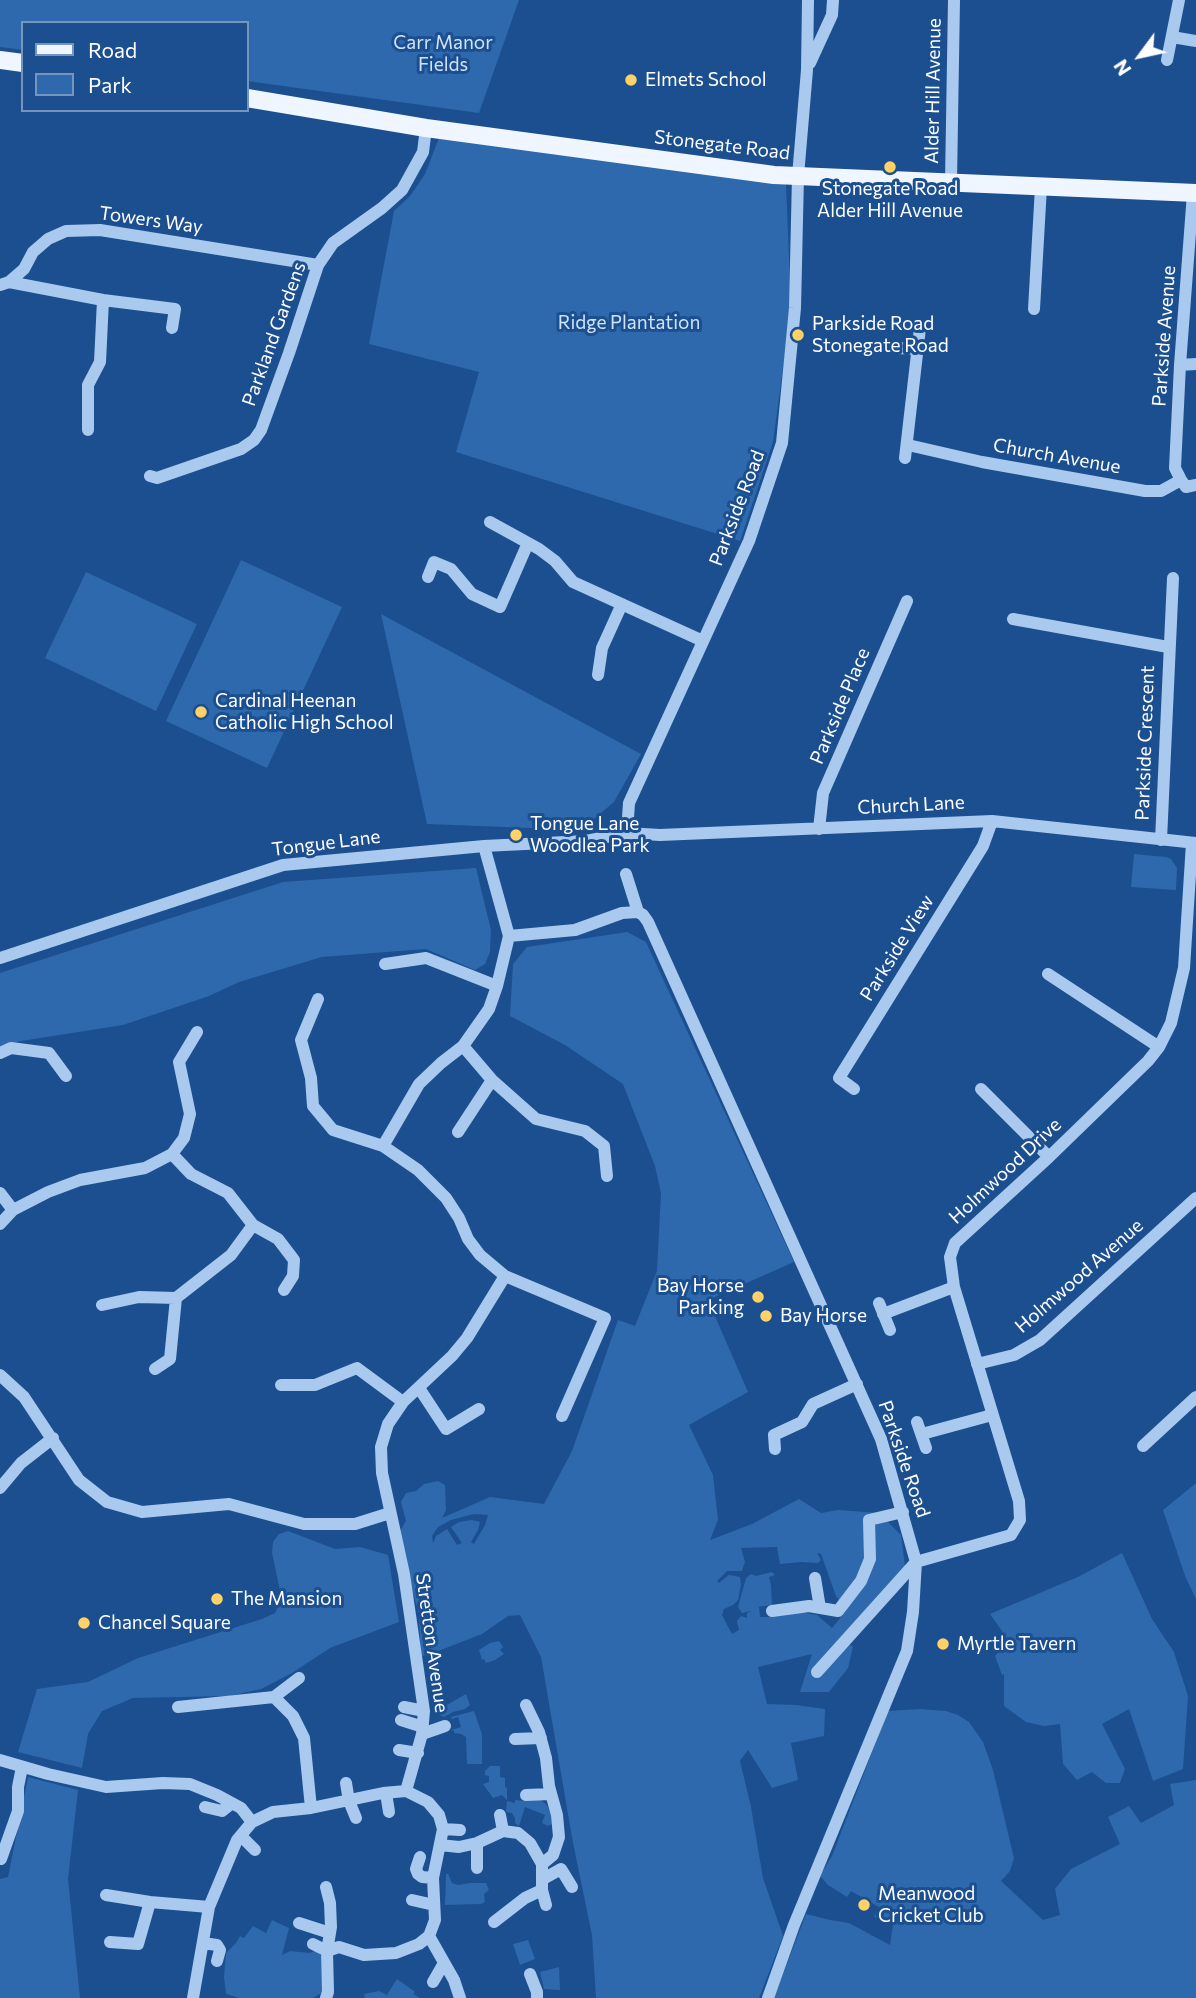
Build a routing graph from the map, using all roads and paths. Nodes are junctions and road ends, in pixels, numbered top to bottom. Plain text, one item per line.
1 (807, 0) edge
2 (833, 0) edge
3 (954, 0) edge
4 (1179, 0) edge
5 (1172, 37) junction
6 (1196, 41) edge
7 (0, 60) edge
8 (1167, 60) dead end
9 (21, 63) edge
10 (807, 70) junction
11 (248, 98) edge
12 (426, 128) junction
13 (798, 176) junction
14 (951, 182) junction
15 (1041, 187) junction
16 (1194, 193) edge
17 (318, 265) junction
18 (5, 284) edge
19 (103, 300) junction
20 (1034, 309) dead end
21 (172, 328) dead end
22 (920, 328) dead end
23 (896, 348) dead end
24 (919, 349) junction
25 (1196, 364) edge
26 (1180, 365) junction
27 (88, 430) dead end
28 (150, 476) dead end
29 (1181, 480) junction
30 (1196, 485) edge
31 (490, 522) dead end
32 (528, 543) junction
33 (428, 577) dead end
34 (1172, 578) dead end
35 (907, 601) dead end
36 (622, 604) junction
37 (1013, 619) dead end
38 (703, 641) junction
39 (1168, 647) junction
40 (598, 675) dead end
41 (992, 821) junction
42 (819, 829) junction
43 (627, 832) junction
44 (1161, 840) junction
45 (1194, 843) edge
46 (484, 846) junction
47 (626, 874) dead end
48 (638, 912) junction
49 (509, 936) junction
50 (0, 958) edge
51 (385, 964) dead end
52 (1190, 968) edge
53 (1048, 974) dead end
54 (497, 986) junction
55 (318, 999) dead end
56 (197, 1032) dead end
57 (463, 1046) junction
58 (1159, 1047) junction
59 (0, 1053) edge
60 (66, 1076) dead end
61 (492, 1080) junction
62 (981, 1089) dead end
63 (854, 1090) dead end
64 (458, 1132) dead end
65 (383, 1146) junction
66 (172, 1154) junction
67 (1049, 1157) junction
68 (607, 1176) dead end
69 (0, 1192) edge
70 (1196, 1198) edge
71 (13, 1210) junction
72 (0, 1224) edge
73 (253, 1225) junction
74 (505, 1276) junction
75 (954, 1287) junction
76 (284, 1290) dead end
77 (176, 1298) junction
78 (102, 1306) dead end
79 (890, 1330) dead end
80 (977, 1364) junction
81 (155, 1369) dead end
82 (0, 1375) edge
83 (857, 1384) junction
84 (282, 1385) dead end
85 (419, 1388) junction
86 (1196, 1397) edge
87 (403, 1402) junction
88 (479, 1409) dead end
89 (992, 1415) junction
90 (562, 1416) dead end
91 (53, 1438) junction
92 (1143, 1446) dead end
93 (926, 1448) dead end
94 (775, 1449) dead end
95 (0, 1488) edge
96 (903, 1512) junction
97 (390, 1513) junction
98 (916, 1562) junction
99 (816, 1578) dead end
100 (820, 1608) junction
101 (772, 1611) dead end
102 (817, 1672) dead end
103 (299, 1678) dead end
104 (274, 1697) junction
105 (526, 1705) dead end
106 (178, 1707) dead end
107 (424, 1711) junction
108 (445, 1726) dead end
109 (422, 1730) junction
110 (541, 1738) junction
111 (516, 1739) dead end
112 (399, 1751) dead end
113 (418, 1753) junction
114 (0, 1760) edge
115 (22, 1767) junction
116 (346, 1783) dead end
117 (406, 1791) junction
118 (386, 1793) junction
119 (551, 1794) junction
120 (526, 1795) dead end
121 (349, 1801) junction
122 (232, 1803) junction
123 (205, 1807) dead end
124 (311, 1808) junction
125 (389, 1812) dead end
126 (500, 1815) dead end
127 (356, 1818) dead end
128 (252, 1822) junction
129 (443, 1829) junction
130 (460, 1830) dead end
131 (503, 1831) junction
132 (241, 1836) junction
133 (477, 1843) junction
134 (440, 1845) junction
135 (255, 1850) dead end
136 (419, 1857) dead end
137 (1, 1859) edge
138 (542, 1864) junction
139 (477, 1868) dead end
140 (433, 1878) junction
141 (542, 1884) junction
142 (326, 1886) dead end
143 (572, 1887) dead end
144 (106, 1895) dead end
145 (412, 1900) dead end
146 (150, 1902) junction
147 (434, 1905) junction
148 (547, 1905) dead end
149 (209, 1907) junction
150 (494, 1922) dead end
151 (299, 1923) dead end
152 (330, 1933) junction
153 (429, 1936) junction
154 (110, 1942) dead end
155 (203, 1943) junction
156 (313, 1944) dead end
157 (327, 1951) junction
158 (217, 1961) dead end
159 (444, 1963) junction
160 (530, 1974) dead end
161 (433, 1982) dead end
162 (195, 1996) edge
163 (456, 1996) edge
164 (326, 1998) edge
165 (537, 1998) edge
166 (768, 1998) edge

1 - 10 street
2 - 10 street
3 - 14 street, Alder Hill Avenue
4 - 5 street
5 - 6 street
5 - 8 street
7 - 9 main road
10 - 13 street, Parkside Road
11 - 12 main road, Stonegate Road
12 - 13 main road, Stonegate Road
12 - 17 street, Parkland Gardens
13 - 14 main road, Stonegate Road
13 - 38 street, Parkside Road
14 - 15 main road, Stonegate Road
15 - 16 main road, Stonegate Road
15 - 20 street
16 - 26 street, Parkside Avenue
17 - 18 street, Towers Way
17 - 28 street, Parkland Gardens
18 - 19 street
19 - 21 street
19 - 27 street
22 - 24 street
23 - 24 street
24 - 29 street, Church Avenue
25 - 26 street
26 - 29 street, Parkside Avenue
29 - 30 street
31 - 32 street
32 - 33 street
32 - 36 street
34 - 39 street, Parkside Crescent
35 - 42 street, Parkside Place
36 - 38 street
36 - 40 street
37 - 39 street, Parkside Crescent
38 - 43 street, Parkside Road
39 - 44 street, Parkside Crescent
41 - 42 street, Church Lane
41 - 44 street, Church Lane
41 - 63 street, Parkside View
42 - 43 street, Church Lane
43 - 46 street, Tongue Lane
44 - 45 street, Church Lane
45 - 52 street, Holmwood Drive
46 - 49 street
46 - 50 street, Tongue Lane
47 - 48 street, Parkside Road
48 - 49 street
48 - 83 street, Parkside Road
49 - 54 street
51 - 54 street
52 - 58 street, Holmwood Drive
53 - 58 street
54 - 57 street
55 - 65 street
56 - 66 street
57 - 61 street
57 - 65 street
58 - 67 street, Holmwood Drive
59 - 60 street
61 - 64 street
61 - 68 street
62 - 67 street
65 - 74 street
66 - 71 street
66 - 73 street
67 - 75 street, Holmwood Drive
69 - 71 street
70 - 80 street, Holmwood Avenue
71 - 72 street
73 - 76 street
73 - 77 street
74 - 85 street, Stretton Avenue
74 - 90 street
75 - 79 street
75 - 80 street, Holmwood Drive
77 - 78 street
77 - 81 street
80 - 89 street, Holmwood Drive
82 - 91 street
83 - 94 street
83 - 96 street, Parkside Road
84 - 87 street
85 - 87 street, Stretton Avenue
85 - 88 street
86 - 92 street
87 - 97 street, Stretton Avenue
89 - 93 street
89 - 98 street, Holmwood Drive
91 - 95 street
91 - 97 street
96 - 98 street, Parkside Road
96 - 100 street
97 - 107 street, Stretton Avenue
98 - 102 street
98 - 166 street, Parkside Road
99 - 100 street
100 - 101 street
103 - 104 street
104 - 106 street
104 - 124 street
105 - 110 street
107 - 109 street, Stretton Avenue
107 - 109 street
108 - 109 street
109 - 113 street, Stretton Avenue
110 - 111 street
110 - 119 street
112 - 113 street
113 - 117 street, Stretton Avenue
114 - 115 street
115 - 122 street
115 - 137 street
116 - 121 street
117 - 118 street
117 - 129 street
118 - 121 street
118 - 125 street
119 - 120 street
119 - 138 street
121 - 124 street
121 - 127 street
122 - 123 street
122 - 128 street
124 - 128 street
126 - 131 street
128 - 132 street
129 - 130 street
129 - 134 street
131 - 133 street
131 - 138 street
132 - 135 street
132 - 149 street
133 - 134 street
133 - 139 street
134 - 140 street
136 - 140 street
138 - 141 street
140 - 147 street
141 - 143 street
141 - 148 street
141 - 150 street
142 - 152 street
144 - 146 street
145 - 147 street
146 - 149 street
146 - 154 street
147 - 153 street
149 - 155 street
151 - 152 street
152 - 157 street
153 - 157 street
153 - 159 street
155 - 158 street
155 - 162 street
156 - 157 street
157 - 164 street
159 - 161 street
159 - 163 street
160 - 165 street

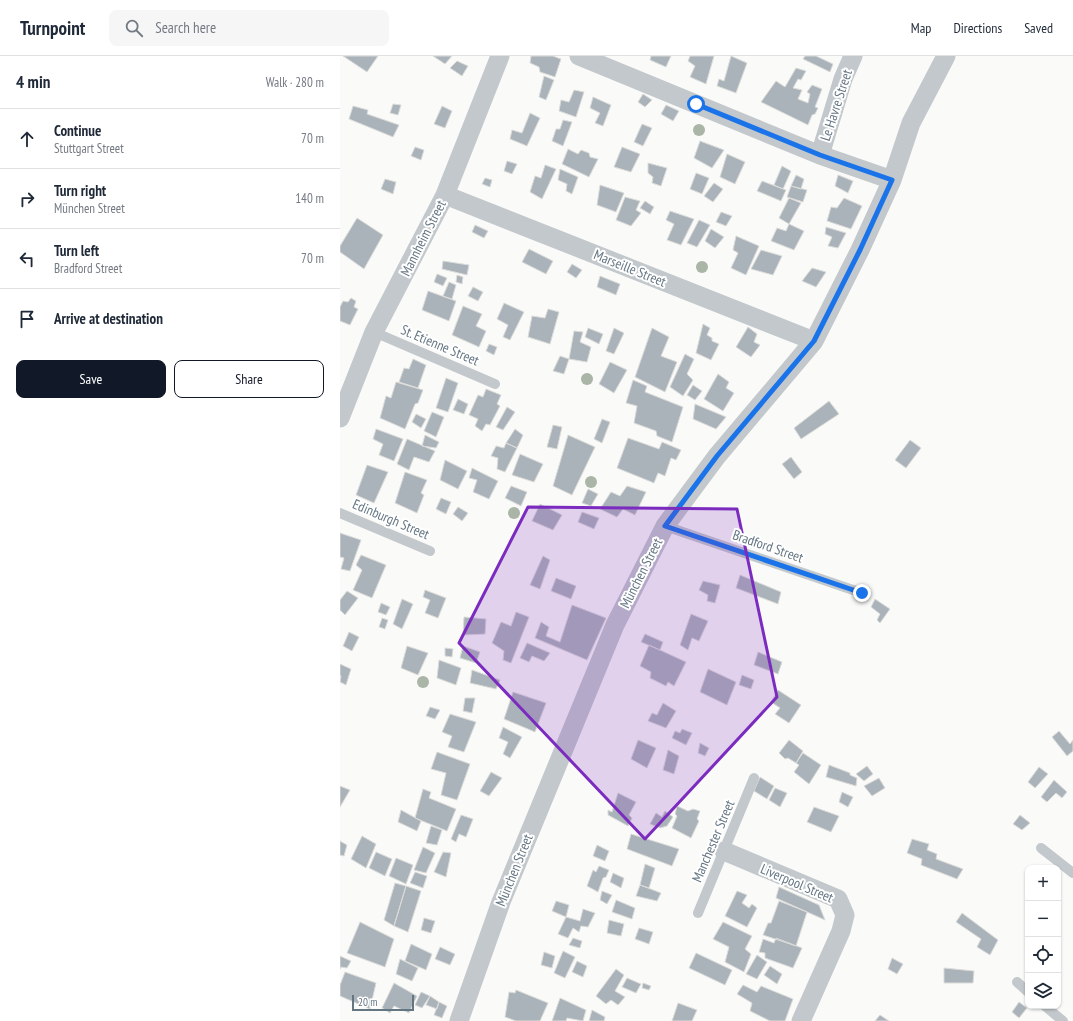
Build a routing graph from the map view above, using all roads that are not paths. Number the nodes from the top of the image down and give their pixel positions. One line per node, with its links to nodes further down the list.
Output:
1 (500, 56): 7 (street, Mannheim Street)
2 (579, 56): 5 (street)
3 (853, 56): 5 (street, Le Havre Street)
4 (946, 56): 6 (street, München Street)
5 (820, 155): 6 (street)
6 (892, 180): 9 (street, München Street)
7 (445, 196): 8 (street, Mannheim Street); 9 (street, Marseille Street)
8 (374, 332): 10 (lane, St. Etienne Street); 11 (street, Mannheim Street)
9 (814, 341): 13 (street, München Street)
10 (494, 384)
11 (340, 418)
12 (340, 513): 14 (lane, Edinburgh Street)
13 (665, 526): 15 (lane, Bradford Street); 24 (street, München Street)
14 (430, 550)
15 (862, 593)
16 (754, 778): 18 (lane, Manchester Street)
17 (1041, 848): 19 (lane)
18 (724, 851): 20 (lane, Manchester Street); 25 (street, Liverpool Street)
19 (1073, 873)
20 (698, 913)
21 (1017, 982): 22 (lane)
22 (1025, 989)
23 (1049, 1009): 26 (lane)
24 (458, 1021)
25 (802, 1021)
26 (1063, 1021)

*TASK DETAILS:* Whenever the string "Avenue" appears on a line of the material, that line counts; report the count and nothing else.

*EXPECTED ANSWER:* 12